Every line with the string "ჭავჭავაძის" in it belongs in your answer, so copy them all from the data.
*** Opening of INFORMATION SHOWN ***
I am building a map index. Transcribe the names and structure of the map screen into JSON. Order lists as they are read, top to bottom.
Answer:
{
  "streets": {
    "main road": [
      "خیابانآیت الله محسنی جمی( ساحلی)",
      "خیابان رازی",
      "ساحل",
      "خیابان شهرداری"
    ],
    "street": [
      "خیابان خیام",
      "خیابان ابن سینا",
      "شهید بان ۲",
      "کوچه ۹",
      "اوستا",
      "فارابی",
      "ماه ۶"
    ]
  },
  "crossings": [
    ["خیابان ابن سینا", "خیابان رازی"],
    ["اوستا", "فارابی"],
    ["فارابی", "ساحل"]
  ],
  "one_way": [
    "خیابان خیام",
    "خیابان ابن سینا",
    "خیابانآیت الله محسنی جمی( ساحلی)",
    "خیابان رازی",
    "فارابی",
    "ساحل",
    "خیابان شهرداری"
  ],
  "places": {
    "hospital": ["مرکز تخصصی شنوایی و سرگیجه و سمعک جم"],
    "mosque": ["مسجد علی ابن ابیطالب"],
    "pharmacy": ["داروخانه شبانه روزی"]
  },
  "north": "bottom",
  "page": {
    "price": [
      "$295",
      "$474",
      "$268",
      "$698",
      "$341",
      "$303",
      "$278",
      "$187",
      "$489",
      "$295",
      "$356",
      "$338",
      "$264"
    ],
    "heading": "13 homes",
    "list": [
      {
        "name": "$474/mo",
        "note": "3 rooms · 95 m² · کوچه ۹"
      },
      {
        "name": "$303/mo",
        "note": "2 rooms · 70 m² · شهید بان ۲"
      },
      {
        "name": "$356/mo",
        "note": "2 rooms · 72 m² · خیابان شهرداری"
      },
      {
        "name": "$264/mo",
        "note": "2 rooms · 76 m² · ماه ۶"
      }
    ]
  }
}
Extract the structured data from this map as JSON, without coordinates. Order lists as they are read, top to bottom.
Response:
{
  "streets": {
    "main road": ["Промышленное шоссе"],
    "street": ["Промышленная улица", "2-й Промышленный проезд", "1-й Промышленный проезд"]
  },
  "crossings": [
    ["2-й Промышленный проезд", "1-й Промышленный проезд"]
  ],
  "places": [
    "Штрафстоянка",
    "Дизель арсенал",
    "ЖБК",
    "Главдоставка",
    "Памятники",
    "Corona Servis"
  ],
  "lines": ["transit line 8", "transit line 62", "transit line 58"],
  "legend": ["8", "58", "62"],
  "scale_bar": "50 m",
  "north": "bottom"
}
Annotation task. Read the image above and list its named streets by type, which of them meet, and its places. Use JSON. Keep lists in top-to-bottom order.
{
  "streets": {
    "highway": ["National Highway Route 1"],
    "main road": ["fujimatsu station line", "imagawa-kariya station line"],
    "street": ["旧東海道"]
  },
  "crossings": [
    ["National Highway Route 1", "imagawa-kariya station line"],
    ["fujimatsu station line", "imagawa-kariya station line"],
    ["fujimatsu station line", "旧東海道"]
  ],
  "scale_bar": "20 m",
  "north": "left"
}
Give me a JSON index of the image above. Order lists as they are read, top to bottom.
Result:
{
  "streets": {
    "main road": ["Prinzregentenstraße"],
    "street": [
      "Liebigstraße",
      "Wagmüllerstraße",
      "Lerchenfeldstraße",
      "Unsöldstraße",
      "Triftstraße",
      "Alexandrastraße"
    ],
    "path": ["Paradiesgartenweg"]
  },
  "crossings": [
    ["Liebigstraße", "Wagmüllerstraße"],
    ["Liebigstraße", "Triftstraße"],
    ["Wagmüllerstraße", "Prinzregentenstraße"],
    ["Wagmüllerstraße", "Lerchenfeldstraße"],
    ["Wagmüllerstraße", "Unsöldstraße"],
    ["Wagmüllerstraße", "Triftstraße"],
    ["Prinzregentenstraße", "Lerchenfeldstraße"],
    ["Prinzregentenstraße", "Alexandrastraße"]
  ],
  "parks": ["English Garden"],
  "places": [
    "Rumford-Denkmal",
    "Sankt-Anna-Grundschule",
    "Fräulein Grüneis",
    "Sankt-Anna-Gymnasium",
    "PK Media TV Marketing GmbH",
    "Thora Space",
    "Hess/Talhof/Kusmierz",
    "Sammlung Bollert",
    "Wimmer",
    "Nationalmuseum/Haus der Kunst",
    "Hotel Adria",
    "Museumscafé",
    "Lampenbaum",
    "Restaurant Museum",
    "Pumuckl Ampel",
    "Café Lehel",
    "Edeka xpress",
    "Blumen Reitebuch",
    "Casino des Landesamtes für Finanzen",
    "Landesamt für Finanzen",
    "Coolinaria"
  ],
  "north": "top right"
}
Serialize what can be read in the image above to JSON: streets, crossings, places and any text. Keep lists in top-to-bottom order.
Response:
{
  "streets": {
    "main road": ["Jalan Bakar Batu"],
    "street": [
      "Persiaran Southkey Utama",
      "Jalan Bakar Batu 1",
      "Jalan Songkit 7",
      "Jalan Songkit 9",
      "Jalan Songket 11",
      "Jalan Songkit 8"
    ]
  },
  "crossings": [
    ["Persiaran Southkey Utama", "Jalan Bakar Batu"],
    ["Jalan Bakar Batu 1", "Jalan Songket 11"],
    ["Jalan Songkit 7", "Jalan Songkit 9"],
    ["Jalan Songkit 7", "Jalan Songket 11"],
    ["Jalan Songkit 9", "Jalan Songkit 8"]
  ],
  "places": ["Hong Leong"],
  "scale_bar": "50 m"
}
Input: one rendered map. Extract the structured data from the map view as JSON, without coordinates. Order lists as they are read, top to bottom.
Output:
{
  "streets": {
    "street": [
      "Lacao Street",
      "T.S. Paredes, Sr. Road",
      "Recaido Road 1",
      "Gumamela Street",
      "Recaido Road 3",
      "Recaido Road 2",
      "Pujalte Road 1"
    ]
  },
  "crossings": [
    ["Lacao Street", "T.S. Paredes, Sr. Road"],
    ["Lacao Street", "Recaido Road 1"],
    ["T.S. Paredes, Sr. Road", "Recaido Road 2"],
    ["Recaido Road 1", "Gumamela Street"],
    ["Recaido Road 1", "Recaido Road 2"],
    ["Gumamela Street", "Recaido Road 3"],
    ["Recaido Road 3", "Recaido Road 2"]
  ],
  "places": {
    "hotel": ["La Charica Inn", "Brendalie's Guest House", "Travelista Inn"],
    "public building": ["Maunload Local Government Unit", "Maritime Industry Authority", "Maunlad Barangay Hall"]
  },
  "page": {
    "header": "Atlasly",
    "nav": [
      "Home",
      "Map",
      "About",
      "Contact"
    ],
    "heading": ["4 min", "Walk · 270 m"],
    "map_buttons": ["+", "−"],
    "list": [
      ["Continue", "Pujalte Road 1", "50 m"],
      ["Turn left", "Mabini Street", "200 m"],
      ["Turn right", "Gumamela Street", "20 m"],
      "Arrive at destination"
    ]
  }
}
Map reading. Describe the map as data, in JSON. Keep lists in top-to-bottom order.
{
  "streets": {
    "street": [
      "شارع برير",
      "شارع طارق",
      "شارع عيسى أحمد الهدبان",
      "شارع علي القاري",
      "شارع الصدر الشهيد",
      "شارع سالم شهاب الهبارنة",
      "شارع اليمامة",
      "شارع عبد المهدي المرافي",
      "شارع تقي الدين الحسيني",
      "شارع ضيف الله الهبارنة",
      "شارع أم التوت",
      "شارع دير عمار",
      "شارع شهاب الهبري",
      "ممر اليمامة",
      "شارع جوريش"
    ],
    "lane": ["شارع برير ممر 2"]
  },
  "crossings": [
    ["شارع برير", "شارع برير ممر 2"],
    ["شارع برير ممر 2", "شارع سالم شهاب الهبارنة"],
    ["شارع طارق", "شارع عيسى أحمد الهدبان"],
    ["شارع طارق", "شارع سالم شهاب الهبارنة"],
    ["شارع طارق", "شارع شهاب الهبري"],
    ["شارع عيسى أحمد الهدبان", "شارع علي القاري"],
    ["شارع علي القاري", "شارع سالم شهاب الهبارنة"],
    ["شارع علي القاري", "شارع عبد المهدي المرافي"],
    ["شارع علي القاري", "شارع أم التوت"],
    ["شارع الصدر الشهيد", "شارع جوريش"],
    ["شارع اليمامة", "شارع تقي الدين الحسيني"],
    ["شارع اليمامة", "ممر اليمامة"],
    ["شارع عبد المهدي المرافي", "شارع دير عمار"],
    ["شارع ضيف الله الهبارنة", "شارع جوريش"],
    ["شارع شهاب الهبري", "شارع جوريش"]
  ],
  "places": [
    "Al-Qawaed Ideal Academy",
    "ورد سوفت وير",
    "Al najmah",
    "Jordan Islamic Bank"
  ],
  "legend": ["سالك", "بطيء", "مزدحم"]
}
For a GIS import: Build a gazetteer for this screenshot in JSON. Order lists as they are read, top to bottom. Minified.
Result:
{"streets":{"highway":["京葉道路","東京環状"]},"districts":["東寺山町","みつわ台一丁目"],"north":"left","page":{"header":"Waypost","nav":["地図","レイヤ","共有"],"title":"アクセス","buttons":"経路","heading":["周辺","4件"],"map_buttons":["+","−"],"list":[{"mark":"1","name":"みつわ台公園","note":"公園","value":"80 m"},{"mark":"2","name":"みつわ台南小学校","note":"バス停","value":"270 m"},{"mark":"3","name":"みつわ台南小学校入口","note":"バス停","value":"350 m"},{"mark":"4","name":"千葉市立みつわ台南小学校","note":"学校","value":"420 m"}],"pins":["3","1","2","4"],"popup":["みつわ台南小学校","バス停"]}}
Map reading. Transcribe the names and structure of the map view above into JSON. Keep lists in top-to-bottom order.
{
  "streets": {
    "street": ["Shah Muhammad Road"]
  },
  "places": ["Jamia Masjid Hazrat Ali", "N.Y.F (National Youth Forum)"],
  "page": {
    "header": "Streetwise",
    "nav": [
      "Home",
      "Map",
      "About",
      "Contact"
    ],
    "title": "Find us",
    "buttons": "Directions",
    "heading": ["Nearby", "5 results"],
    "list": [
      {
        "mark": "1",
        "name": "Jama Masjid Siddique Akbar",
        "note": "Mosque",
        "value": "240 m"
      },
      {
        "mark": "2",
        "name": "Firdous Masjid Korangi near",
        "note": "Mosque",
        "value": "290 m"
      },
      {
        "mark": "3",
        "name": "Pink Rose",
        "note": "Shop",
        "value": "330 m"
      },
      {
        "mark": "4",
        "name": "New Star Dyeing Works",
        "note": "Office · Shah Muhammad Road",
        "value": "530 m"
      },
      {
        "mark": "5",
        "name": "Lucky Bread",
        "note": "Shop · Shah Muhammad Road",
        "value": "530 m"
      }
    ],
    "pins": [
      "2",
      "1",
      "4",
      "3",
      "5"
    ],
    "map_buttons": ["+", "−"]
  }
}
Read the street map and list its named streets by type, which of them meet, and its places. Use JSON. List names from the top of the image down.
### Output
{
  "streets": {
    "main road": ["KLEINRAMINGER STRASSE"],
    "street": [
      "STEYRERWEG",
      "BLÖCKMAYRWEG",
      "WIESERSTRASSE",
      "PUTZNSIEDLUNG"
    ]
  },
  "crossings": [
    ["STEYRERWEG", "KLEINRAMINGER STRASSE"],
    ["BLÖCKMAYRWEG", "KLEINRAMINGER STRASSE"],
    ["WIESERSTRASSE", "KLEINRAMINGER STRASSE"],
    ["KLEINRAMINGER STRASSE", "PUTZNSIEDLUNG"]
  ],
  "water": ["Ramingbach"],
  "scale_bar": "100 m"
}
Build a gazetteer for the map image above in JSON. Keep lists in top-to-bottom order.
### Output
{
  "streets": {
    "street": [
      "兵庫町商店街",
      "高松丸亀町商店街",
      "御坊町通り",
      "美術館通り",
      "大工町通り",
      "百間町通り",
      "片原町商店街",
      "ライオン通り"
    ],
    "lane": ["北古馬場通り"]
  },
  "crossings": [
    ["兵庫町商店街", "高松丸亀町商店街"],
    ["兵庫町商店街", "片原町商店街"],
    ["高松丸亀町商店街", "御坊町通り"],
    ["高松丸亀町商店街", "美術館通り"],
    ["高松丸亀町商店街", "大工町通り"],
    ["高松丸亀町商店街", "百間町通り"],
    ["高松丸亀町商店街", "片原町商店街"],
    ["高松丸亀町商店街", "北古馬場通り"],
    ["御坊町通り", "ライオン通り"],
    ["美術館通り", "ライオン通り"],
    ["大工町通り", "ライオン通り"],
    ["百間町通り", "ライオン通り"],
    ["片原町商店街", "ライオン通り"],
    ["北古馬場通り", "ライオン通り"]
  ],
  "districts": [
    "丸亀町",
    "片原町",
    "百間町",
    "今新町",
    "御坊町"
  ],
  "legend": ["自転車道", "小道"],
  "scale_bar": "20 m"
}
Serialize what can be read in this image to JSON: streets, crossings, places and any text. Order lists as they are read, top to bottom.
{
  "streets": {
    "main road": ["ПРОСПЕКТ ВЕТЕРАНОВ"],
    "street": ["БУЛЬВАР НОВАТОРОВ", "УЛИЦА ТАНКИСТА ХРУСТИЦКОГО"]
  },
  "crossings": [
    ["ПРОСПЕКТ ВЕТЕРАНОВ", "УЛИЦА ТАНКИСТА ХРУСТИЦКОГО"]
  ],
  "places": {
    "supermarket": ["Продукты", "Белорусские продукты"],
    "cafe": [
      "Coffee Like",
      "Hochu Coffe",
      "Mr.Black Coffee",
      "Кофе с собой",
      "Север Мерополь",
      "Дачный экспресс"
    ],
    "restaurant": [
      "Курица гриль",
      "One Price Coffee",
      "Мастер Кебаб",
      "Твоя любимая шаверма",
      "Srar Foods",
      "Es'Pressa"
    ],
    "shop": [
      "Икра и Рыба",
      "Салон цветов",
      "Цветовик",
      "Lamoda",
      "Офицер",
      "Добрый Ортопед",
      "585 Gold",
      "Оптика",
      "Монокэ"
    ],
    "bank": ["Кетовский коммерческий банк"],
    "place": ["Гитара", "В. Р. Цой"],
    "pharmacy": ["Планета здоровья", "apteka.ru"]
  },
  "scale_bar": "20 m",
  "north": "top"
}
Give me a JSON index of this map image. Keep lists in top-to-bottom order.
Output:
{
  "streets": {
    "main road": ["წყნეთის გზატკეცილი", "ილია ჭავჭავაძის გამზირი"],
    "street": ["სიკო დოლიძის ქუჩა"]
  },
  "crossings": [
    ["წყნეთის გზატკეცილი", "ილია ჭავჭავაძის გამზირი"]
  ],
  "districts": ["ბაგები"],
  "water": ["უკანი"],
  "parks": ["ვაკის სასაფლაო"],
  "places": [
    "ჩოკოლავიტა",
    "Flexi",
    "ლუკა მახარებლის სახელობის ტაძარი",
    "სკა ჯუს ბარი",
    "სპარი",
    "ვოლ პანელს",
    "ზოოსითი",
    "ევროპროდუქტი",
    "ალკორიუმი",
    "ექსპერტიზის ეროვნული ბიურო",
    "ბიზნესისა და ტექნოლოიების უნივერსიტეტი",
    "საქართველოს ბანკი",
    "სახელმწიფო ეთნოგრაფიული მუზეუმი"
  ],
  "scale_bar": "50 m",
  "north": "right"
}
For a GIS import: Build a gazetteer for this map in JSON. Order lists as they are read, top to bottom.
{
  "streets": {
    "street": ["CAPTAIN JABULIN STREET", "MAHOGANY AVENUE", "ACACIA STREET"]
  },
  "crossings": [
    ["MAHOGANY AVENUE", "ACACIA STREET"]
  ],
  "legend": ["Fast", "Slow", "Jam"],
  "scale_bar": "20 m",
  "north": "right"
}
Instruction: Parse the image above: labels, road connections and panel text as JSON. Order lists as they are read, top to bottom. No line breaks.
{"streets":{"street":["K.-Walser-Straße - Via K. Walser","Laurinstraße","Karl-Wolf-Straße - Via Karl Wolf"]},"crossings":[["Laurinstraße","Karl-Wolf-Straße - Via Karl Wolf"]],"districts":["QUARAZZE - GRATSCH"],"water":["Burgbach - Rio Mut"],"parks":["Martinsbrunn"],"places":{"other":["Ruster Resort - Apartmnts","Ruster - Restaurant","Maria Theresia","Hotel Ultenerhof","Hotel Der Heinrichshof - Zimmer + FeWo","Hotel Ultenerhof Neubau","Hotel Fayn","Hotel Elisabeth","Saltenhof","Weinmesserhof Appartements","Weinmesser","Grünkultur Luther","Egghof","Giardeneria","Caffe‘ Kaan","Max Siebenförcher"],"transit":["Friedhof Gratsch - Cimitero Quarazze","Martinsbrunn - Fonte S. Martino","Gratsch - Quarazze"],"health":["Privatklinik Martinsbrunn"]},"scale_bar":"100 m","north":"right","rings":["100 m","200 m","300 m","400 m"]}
*** Close of INFORMATION SHOWN ***
> **OUTPUT FOR THIS EXERCISE**
    "main road": ["წყნეთის გზატკეცილი", "ილია ჭავჭავაძის გამზირი"],
    ["წყნეთის გზატკეცილი", "ილია ჭავჭავაძის გამზირი"]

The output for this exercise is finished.